REASONS FOR FAILURE OF ICT PROJECTS:

The failure factors which prevent smooth execution of ICT projects can either be Infrastructure, finance, poor data system, lack of compatibility, skilled personnel, leadership styles, culture, bureaucracy and attitudes There are certain factors which may not prevent the execution or implementation of projects and can the hinder system advancement and its sustainability. Among them are User needs, Technology, Coordination, ICT policy, and Donor pressure.

There can be a number of reasons, which require a detailed and careful review to fully identify. ICT projects are often too ambitious and too complex because of the combination of the political, organizational and technical factors lacking top management prop up, insufficient resources of project, lack of user input, poor project management, design problems, scarce training, unsuitable technologies, and many more including incomplete requirements, changing requirements, technology Incompetence, unrealistic expectation. Therefore Projects run into problems, they get far more expensive than budgeted, need more time than planned or do not deliver the intended results. Unfortunately, project failures can also be related to lack of post-mortem probes across all sectors (private and public). Organizations are neither interested to achieve organizational erudition for themselves nor are they allocate their difficult experiences with others.

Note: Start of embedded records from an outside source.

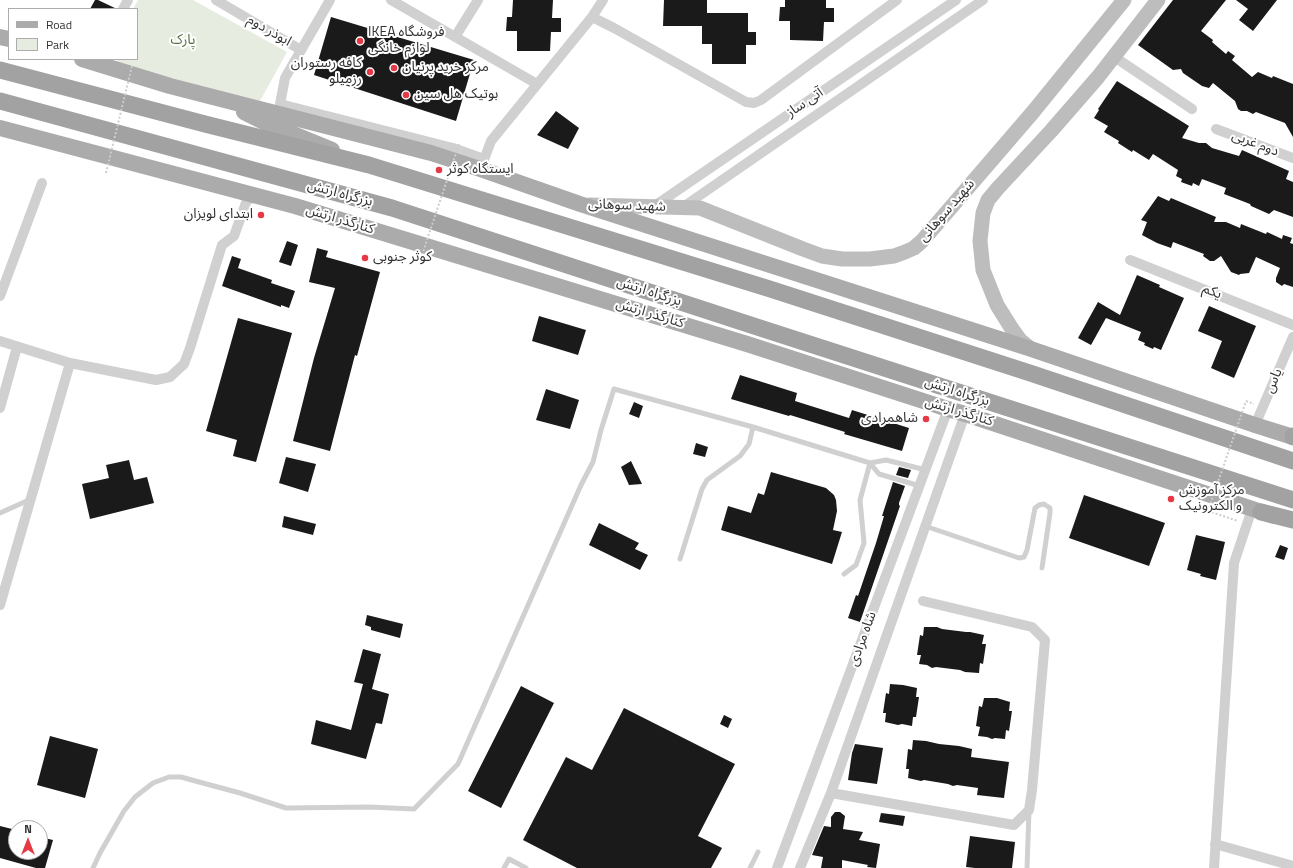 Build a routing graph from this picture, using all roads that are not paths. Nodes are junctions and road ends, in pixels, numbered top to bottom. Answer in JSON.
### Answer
{"nodes":[{"id":1,"x":216,"y":0,"type":"edge"},
{"id":2,"x":330,"y":0,"type":"edge"},
{"id":3,"x":391,"y":0,"type":"edge"},
{"id":4,"x":478,"y":0,"type":"edge"},
{"id":5,"x":603,"y":0,"type":"edge"},
{"id":6,"x":897,"y":0,"type":"edge"},
{"id":7,"x":956,"y":0,"type":"edge"},
{"id":8,"x":983,"y":0,"type":"edge"},
{"id":9,"x":1124,"y":0,"type":"edge"},
{"id":10,"x":1158,"y":0,"type":"edge"},
{"id":11,"x":592,"y":17,"type":"junction"},
{"id":12,"x":455,"y":37,"type":"junction"},
{"id":13,"x":301,"y":50,"type":"junction"},
{"id":14,"x":1113,"y":56,"type":"junction"},
{"id":15,"x":87,"y":60,"type":"edge"},
{"id":16,"x":110,"y":60,"type":"edge"},
{"id":17,"x":128,"y":69,"type":"junction"},
{"id":18,"x":0,"y":70,"type":"edge"},
{"id":19,"x":537,"y":84,"type":"junction"},
{"id":20,"x":170,"y":86,"type":"junction"},
{"id":21,"x":0,"y":101,"type":"edge"},
{"id":22,"x":1192,"y":109,"type":"dead end"},
{"id":23,"x":1033,"y":112,"type":"junction"},
{"id":24,"x":0,"y":128,"type":"edge"},
{"id":25,"x":1216,"y":129,"type":"dead end"},
{"id":26,"x":1050,"y":130,"type":"junction"},
{"id":27,"x":1293,"y":158,"type":"edge"},
{"id":28,"x":482,"y":164,"type":"junction"},
{"id":29,"x":369,"y":165,"type":"junction"},
{"id":30,"x":696,"y":177,"type":"junction"},
{"id":31,"x":42,"y":183,"type":"dead end"},
{"id":32,"x":706,"y":191,"type":"junction"},
{"id":33,"x":259,"y":196,"type":"junction"},
{"id":34,"x":580,"y":204,"type":"junction"},
{"id":35,"x":653,"y":207,"type":"junction"},
{"id":36,"x":683,"y":207,"type":"junction"},
{"id":37,"x":1130,"y":260,"type":"dead end"},
{"id":38,"x":0,"y":296,"type":"edge"},
{"id":39,"x":1293,"y":325,"type":"edge"},
{"id":40,"x":1293,"y":337,"type":"edge"},
{"id":41,"x":0,"y":342,"type":"edge"},
{"id":42,"x":17,"y":347,"type":"junction"},
{"id":43,"x":1031,"y":349,"type":"junction"},
{"id":44,"x":70,"y":363,"type":"junction"},
{"id":45,"x":896,"y":372,"type":"junction"},
{"id":46,"x":0,"y":408,"type":"edge"},
{"id":47,"x":948,"y":410,"type":"junction"},
{"id":48,"x":965,"y":414,"type":"junction"},
{"id":49,"x":1255,"y":425,"type":"junction"},
{"id":50,"x":753,"y":427,"type":"junction"},
{"id":51,"x":1032,"y":436,"type":"junction"},
{"id":52,"x":1293,"y":437,"type":"edge"},
{"id":53,"x":1293,"y":461,"type":"edge"},
{"id":54,"x":870,"y":463,"type":"junction"},
{"id":55,"x":926,"y":470,"type":"junction"},
{"id":56,"x":920,"y":486,"type":"junction"},
{"id":57,"x":30,"y":499,"type":"junction"},
{"id":58,"x":1293,"y":500,"type":"edge"},
{"id":59,"x":1256,"y":510,"type":"junction"},
{"id":60,"x":0,"y":514,"type":"edge"},
{"id":61,"x":1293,"y":522,"type":"edge"},
{"id":62,"x":925,"y":526,"type":"junction"},
{"id":63,"x":680,"y":559,"type":"dead end"},
{"id":64,"x":1042,"y":568,"type":"dead end"},
{"id":65,"x":844,"y":574,"type":"dead end"},
{"id":66,"x":923,"y":600,"type":"dead end"},
{"id":67,"x":0,"y":604,"type":"edge"},
{"id":68,"x":831,"y":793,"type":"junction"},
{"id":69,"x":1029,"y":810,"type":"junction"},
{"id":70,"x":1215,"y":844,"type":"junction"},
{"id":71,"x":758,"y":852,"type":"dead end"},
{"id":72,"x":1293,"y":866,"type":"edge"},
{"id":73,"x":93,"y":868,"type":"edge"},
{"id":74,"x":504,"y":868,"type":"edge"},
{"id":75,"x":526,"y":868,"type":"edge"},
{"id":76,"x":750,"y":868,"type":"edge"},
{"id":77,"x":777,"y":868,"type":"edge"},
{"id":78,"x":800,"y":868,"type":"edge"},
{"id":79,"x":1027,"y":868,"type":"edge"},
{"id":80,"x":1214,"y":868,"type":"edge"}],
"edges":[{"from":1,"to":13,"type":"street","name":"ابوذر دوم"},
{"from":2,"to":13,"type":"street"},
{"from":3,"to":12,"type":"street"},
{"from":4,"to":12,"type":"street"},
{"from":5,"to":11,"type":"street"},
{"from":6,"to":11,"type":"street"},
{"from":7,"to":30,"type":"street","name":"آتی ساز"},
{"from":8,"to":32,"type":"street","name":"آتی ساز"},
{"from":9,"to":23,"type":"main road","name":"شهید سوهانی"},
{"from":10,"to":14,"type":"main road","name":"شهید سوهانی"},
{"from":11,"to":19,"type":"street"},
{"from":12,"to":19,"type":"street"},
{"from":13,"to":28,"type":"street"},
{"from":14,"to":22,"type":"street"},
{"from":14,"to":26,"type":"main road","name":"شهید سوهانی"},
{"from":15,"to":17,"type":"main road"},
{"from":16,"to":17,"type":"street"},
{"from":17,"to":20,"type":"main road"},
{"from":18,"to":29,"type":"highway"},
{"from":19,"to":28,"type":"street"},
{"from":20,"to":28,"type":"main road"},
{"from":20,"to":29,"type":"main road"},
{"from":21,"to":45,"type":"highway","name":"بزرگراه ارتش"},
{"from":23,"to":26,"type":"main road"},
{"from":23,"to":36,"type":"main road","name":"شهید سوهانی"},
{"from":24,"to":33,"type":"main road","name":"کنارگذر ارتش"},
{"from":25,"to":27,"type":"street","name":"دوم غربی"},
{"from":26,"to":43,"type":"main road","name":"شهید سوهانی"},
{"from":28,"to":34,"type":"main road"},
{"from":29,"to":53,"type":"highway"},
{"from":30,"to":32,"type":"street"},
{"from":30,"to":35,"type":"street","name":"آتی ساز"},
{"from":31,"to":38,"type":"street"},
{"from":32,"to":36,"type":"street","name":"آتی ساز"},
{"from":33,"to":44,"type":"street"},
{"from":33,"to":47,"type":"main road","name":"کنارگذر ارتش"},
{"from":34,"to":35,"type":"main road","name":"شهید سوهانی"},
{"from":34,"to":43,"type":"main road"},
{"from":35,"to":36,"type":"main road","name":"شهید سوهانی"},
{"from":37,"to":39,"type":"street","name":"یکم"},
{"from":40,"to":49,"type":"street","name":"یاس"},
{"from":41,"to":42,"type":"street"},
{"from":42,"to":44,"type":"street"},
{"from":42,"to":46,"type":"street"},
{"from":43,"to":49,"type":"main road"},
{"from":44,"to":57,"type":"street"},
{"from":45,"to":51,"type":"main road"},
{"from":45,"to":58,"type":"highway","name":"بزرگراه ارتش"},
{"from":47,"to":48,"type":"main road","name":"کنارگذر ارتش"},
{"from":47,"to":55,"type":"street","name":"شاه مرادی"},
{"from":48,"to":51,"type":"main road","name":"کنارگذر ارتش"},
{"from":48,"to":62,"type":"street","name":"شاه مرادی"},
{"from":49,"to":52,"type":"main road"},
{"from":50,"to":54,"type":"lane"},
{"from":50,"to":63,"type":"lane"},
{"from":50,"to":73,"type":"lane"},
{"from":51,"to":59,"type":"main road","name":"کنارگذر ارتش"},
{"from":54,"to":55,"type":"lane"},
{"from":54,"to":56,"type":"lane"},
{"from":54,"to":65,"type":"lane"},
{"from":55,"to":56,"type":"street","name":"شاه مرادی"},
{"from":56,"to":77,"type":"street","name":"شاه مرادی"},
{"from":57,"to":60,"type":"lane"},
{"from":57,"to":67,"type":"street"},
{"from":59,"to":61,"type":"highway"},
{"from":59,"to":70,"type":"street"},
{"from":62,"to":64,"type":"lane"},
{"from":62,"to":68,"type":"street","name":"شاه مرادی"},
{"from":66,"to":69,"type":"street"},
{"from":68,"to":69,"type":"street"},
{"from":68,"to":78,"type":"street","name":"شاه مرادی"},
{"from":69,"to":79,"type":"lane"},
{"from":70,"to":72,"type":"street"},
{"from":70,"to":80,"type":"street"},
{"from":71,"to":76,"type":"lane"},
{"from":74,"to":75,"type":"lane"}]}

Vision without substance and a budget without vision are two sorts of planning. Problems encountered encase of vision without substance are ambiguity of future vision, lack of organizational vision, current position and time. Budget without vision arises questions as to what problem is being solved, priorities and definition of the roles and responsibilities.

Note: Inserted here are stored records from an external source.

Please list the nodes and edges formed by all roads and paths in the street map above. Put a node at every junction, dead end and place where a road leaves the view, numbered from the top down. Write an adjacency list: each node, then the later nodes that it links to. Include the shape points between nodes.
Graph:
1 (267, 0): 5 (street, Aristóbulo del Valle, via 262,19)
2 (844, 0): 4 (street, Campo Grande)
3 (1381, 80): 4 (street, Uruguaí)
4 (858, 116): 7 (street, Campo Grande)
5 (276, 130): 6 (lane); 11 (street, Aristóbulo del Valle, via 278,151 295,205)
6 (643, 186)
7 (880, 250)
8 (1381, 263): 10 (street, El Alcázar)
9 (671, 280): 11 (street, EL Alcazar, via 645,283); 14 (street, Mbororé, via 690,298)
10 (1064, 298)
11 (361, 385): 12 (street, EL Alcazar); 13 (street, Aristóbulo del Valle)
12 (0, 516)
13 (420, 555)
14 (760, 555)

Poor Project planning in organizations are due to lack of risk management, business systems are not utilized and understood completely and also lack of concern & involvement from management.

MEASURES FOR THE SUCCESS OF ICT PROJECT:

Success or failure of any ICT project can be measured by identifying institution “where we they are now” and “where the new project is taking them”. Success factors are those whose presence or absence establish the success of an ICT project. They can be drivers or enabler. Some of these are vision and strategy, stakeholders support, external pressure and cooperation, consumer expectations, technological alteration, upgrading, and globalization in addition to efficient project coordination and good practices.

Degree of change is proportionally related to risk of project success. Bigger change might produces bigger organizational improvement at the cost of big risk of project disaster whereas small change might promise less degree of change at the price of less project risk. Thus we can say that there is a trade-off between threat and transformation.

ICT projects can be designed according to models of engineering and managerial concepts. Drafting of complex technical systems in much more perplex social surroundings through development of local knowledge base systems can lead to avoid failures.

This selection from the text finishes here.